• Problem description:
If a line in the records below contains "Mehmet", copy that line.
==== Material for the task
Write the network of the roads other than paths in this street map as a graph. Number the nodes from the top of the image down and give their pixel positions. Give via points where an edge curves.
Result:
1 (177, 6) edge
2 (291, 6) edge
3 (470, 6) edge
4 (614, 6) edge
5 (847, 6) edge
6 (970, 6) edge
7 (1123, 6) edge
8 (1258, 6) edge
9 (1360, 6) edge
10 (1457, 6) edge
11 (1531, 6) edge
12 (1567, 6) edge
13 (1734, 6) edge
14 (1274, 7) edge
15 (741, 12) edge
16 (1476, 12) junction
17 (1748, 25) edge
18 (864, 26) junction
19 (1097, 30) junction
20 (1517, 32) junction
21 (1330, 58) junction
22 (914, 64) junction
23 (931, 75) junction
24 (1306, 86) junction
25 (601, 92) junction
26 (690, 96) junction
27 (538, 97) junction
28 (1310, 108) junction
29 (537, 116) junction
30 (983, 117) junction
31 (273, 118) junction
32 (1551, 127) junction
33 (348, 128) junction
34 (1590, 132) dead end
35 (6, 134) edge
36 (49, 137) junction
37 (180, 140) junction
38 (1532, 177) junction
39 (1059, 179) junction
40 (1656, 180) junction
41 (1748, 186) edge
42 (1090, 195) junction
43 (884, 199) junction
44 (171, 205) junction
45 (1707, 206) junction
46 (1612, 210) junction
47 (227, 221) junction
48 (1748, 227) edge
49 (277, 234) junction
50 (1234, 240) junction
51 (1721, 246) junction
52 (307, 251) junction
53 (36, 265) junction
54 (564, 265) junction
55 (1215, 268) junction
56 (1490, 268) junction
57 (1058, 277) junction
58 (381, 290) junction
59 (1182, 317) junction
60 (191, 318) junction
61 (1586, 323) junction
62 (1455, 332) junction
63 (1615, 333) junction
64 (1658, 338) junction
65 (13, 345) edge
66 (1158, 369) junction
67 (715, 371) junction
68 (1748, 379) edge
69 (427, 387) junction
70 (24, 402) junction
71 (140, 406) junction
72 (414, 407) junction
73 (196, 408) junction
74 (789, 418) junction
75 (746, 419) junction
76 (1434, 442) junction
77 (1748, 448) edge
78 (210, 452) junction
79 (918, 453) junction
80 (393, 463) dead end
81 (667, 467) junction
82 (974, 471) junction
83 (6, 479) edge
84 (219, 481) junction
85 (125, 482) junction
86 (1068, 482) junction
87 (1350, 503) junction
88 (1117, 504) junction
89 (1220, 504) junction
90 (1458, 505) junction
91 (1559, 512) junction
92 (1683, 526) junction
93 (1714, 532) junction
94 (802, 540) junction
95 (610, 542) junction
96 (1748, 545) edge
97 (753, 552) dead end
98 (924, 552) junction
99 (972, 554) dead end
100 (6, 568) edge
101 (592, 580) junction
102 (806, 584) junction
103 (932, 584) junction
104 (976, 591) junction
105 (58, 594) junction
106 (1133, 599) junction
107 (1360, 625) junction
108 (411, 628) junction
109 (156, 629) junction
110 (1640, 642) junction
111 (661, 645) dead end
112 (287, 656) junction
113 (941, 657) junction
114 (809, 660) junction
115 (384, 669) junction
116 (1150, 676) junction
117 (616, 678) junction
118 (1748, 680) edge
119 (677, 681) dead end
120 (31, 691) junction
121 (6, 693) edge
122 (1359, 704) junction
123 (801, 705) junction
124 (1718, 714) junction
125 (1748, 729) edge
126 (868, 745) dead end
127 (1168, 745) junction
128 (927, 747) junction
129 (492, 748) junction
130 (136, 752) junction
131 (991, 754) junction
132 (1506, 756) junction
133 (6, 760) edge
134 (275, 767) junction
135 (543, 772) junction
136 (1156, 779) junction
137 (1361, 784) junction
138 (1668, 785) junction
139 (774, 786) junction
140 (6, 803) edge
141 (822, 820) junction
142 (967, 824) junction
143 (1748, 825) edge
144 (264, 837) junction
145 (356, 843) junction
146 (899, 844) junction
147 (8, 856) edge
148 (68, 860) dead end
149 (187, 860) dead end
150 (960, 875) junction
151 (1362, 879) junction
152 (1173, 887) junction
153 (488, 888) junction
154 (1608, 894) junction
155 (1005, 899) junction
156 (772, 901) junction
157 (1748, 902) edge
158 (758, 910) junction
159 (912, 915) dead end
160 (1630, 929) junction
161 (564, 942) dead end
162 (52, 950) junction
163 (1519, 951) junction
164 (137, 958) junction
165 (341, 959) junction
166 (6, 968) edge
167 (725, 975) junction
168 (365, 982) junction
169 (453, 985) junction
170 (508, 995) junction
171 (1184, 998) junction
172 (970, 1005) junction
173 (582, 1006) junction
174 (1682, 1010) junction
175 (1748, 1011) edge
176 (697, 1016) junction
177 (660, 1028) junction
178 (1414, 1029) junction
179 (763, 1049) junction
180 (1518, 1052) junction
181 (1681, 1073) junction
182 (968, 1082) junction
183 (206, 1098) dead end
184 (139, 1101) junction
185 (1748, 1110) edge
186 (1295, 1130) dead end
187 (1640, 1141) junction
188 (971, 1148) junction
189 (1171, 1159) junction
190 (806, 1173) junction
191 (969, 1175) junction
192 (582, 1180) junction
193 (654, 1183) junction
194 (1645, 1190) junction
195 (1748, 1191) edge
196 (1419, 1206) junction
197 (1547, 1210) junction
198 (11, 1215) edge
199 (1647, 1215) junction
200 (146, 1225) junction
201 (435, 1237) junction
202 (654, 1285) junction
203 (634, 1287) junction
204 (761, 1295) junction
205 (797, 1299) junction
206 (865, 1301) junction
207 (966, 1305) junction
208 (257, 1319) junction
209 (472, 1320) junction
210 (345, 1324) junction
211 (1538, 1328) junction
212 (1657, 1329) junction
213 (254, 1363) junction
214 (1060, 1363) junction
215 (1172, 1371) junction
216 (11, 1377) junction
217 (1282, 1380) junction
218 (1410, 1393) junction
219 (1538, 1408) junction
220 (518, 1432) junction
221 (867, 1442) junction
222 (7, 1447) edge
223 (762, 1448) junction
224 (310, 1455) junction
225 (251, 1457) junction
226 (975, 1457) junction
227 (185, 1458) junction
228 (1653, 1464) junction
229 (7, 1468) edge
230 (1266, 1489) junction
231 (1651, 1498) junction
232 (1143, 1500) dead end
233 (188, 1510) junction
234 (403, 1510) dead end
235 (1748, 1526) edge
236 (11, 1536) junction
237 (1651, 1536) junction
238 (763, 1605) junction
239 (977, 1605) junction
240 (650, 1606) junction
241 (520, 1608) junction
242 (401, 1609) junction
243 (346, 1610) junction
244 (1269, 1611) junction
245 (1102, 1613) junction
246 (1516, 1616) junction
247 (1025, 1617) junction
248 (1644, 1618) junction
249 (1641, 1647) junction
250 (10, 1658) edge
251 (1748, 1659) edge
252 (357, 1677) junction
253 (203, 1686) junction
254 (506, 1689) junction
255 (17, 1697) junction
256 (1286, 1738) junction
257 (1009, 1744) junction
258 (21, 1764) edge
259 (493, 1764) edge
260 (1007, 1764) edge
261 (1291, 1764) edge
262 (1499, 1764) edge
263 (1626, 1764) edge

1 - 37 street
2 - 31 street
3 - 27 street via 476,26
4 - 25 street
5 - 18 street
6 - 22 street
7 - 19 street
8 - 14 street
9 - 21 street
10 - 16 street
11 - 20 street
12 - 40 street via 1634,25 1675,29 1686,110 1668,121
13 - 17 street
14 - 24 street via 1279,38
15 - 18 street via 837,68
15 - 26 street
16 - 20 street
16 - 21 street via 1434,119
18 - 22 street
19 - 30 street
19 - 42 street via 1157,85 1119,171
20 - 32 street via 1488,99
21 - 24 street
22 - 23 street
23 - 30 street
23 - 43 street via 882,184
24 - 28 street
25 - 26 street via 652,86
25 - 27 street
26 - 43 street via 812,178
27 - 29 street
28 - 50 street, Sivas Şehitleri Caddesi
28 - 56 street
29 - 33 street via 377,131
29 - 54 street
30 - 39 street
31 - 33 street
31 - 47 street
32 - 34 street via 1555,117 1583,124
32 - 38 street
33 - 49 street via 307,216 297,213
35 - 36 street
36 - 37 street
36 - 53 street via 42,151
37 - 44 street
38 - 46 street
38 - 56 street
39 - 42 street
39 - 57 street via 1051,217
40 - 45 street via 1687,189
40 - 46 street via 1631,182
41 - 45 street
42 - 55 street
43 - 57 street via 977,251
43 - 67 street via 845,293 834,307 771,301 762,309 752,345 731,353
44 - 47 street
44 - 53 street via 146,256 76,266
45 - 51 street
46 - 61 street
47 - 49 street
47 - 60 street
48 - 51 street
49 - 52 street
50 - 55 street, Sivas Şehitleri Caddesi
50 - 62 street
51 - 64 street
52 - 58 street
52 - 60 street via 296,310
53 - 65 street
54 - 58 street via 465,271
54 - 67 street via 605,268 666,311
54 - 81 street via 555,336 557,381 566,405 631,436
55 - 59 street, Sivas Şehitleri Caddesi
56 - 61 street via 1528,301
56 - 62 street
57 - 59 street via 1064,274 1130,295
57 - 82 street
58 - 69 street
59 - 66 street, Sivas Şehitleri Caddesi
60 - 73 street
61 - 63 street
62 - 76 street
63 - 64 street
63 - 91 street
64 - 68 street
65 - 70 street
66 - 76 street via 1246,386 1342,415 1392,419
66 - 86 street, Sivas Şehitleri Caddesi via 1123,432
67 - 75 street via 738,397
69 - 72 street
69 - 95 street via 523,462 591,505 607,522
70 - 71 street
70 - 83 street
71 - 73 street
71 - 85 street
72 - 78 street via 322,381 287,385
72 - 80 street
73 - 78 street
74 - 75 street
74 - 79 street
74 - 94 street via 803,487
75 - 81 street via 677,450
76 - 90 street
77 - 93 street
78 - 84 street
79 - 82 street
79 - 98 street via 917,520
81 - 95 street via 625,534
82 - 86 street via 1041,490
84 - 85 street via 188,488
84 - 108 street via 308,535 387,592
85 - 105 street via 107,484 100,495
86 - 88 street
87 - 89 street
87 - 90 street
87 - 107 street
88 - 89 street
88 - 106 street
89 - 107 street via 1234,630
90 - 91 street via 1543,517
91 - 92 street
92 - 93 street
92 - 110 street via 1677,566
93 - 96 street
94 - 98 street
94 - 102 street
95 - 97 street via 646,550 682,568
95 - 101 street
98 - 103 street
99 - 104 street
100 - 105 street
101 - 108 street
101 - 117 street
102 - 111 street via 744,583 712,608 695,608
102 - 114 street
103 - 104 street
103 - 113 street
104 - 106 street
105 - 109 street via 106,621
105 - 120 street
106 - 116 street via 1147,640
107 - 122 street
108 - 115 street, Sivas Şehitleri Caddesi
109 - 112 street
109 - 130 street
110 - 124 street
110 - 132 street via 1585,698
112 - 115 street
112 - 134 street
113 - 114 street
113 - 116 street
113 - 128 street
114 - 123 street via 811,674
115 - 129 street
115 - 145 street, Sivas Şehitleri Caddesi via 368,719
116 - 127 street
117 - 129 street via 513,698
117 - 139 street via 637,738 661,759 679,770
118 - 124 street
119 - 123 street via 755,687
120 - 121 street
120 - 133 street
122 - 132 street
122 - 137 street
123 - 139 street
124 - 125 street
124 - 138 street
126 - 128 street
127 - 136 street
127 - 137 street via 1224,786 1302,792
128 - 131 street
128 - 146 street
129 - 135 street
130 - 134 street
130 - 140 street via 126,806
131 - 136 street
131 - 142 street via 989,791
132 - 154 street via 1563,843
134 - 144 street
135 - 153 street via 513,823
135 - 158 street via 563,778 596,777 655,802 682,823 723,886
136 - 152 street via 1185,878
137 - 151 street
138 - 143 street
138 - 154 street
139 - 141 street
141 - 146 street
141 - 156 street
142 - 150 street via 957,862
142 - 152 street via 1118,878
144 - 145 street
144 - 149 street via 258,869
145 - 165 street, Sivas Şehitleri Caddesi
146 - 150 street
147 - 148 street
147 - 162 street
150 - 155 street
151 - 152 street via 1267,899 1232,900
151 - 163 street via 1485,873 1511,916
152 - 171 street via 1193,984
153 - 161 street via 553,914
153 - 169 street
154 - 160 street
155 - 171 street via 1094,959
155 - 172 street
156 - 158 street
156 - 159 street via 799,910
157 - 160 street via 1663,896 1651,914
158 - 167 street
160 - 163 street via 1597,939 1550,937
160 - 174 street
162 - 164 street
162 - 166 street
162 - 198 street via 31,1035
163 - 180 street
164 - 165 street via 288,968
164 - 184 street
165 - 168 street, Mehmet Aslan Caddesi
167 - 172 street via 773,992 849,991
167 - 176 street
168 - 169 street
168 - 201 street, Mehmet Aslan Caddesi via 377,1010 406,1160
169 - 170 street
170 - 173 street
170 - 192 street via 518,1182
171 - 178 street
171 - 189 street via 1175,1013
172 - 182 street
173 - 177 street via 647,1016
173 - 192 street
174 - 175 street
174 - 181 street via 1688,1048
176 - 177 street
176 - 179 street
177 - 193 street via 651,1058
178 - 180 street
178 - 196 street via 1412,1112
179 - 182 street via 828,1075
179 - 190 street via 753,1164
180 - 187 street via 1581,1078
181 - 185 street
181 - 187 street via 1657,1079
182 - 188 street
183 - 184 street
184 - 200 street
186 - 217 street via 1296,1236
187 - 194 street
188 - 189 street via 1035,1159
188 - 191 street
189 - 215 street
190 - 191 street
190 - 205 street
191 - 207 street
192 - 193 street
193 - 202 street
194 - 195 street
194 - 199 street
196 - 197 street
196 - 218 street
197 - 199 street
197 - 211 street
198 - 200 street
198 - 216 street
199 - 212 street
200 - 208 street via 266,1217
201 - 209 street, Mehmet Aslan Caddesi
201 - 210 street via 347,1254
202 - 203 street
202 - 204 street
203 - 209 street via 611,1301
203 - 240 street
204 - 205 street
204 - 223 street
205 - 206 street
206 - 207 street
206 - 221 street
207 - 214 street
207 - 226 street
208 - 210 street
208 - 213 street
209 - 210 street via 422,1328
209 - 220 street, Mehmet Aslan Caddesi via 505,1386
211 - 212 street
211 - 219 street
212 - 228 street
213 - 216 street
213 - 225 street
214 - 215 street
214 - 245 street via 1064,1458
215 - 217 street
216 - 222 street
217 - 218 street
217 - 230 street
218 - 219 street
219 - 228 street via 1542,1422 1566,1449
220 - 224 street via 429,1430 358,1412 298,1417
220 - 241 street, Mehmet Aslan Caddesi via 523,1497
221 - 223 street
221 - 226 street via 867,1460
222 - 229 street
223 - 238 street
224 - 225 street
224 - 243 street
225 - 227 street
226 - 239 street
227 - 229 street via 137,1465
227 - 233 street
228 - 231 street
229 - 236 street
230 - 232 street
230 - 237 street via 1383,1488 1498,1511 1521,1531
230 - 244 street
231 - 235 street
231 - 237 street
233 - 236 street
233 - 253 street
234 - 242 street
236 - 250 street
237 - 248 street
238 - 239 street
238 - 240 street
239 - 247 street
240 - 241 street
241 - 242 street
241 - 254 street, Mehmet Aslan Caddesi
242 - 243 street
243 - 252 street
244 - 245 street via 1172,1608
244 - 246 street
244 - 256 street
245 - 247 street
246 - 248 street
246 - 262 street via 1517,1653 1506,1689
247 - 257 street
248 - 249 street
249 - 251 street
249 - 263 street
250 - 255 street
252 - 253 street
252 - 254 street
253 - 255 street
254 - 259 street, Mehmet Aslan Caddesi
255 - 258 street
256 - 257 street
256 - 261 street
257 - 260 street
========
• Solution to the exercise:
165 - 168 street, Mehmet Aslan Caddesi
168 - 201 street, Mehmet Aslan Caddesi via 377,1010 406,1160
201 - 209 street, Mehmet Aslan Caddesi
209 - 220 street, Mehmet Aslan Caddesi via 505,1386
220 - 241 street, Mehmet Aslan Caddesi via 523,1497
241 - 254 street, Mehmet Aslan Caddesi
254 - 259 street, Mehmet Aslan Caddesi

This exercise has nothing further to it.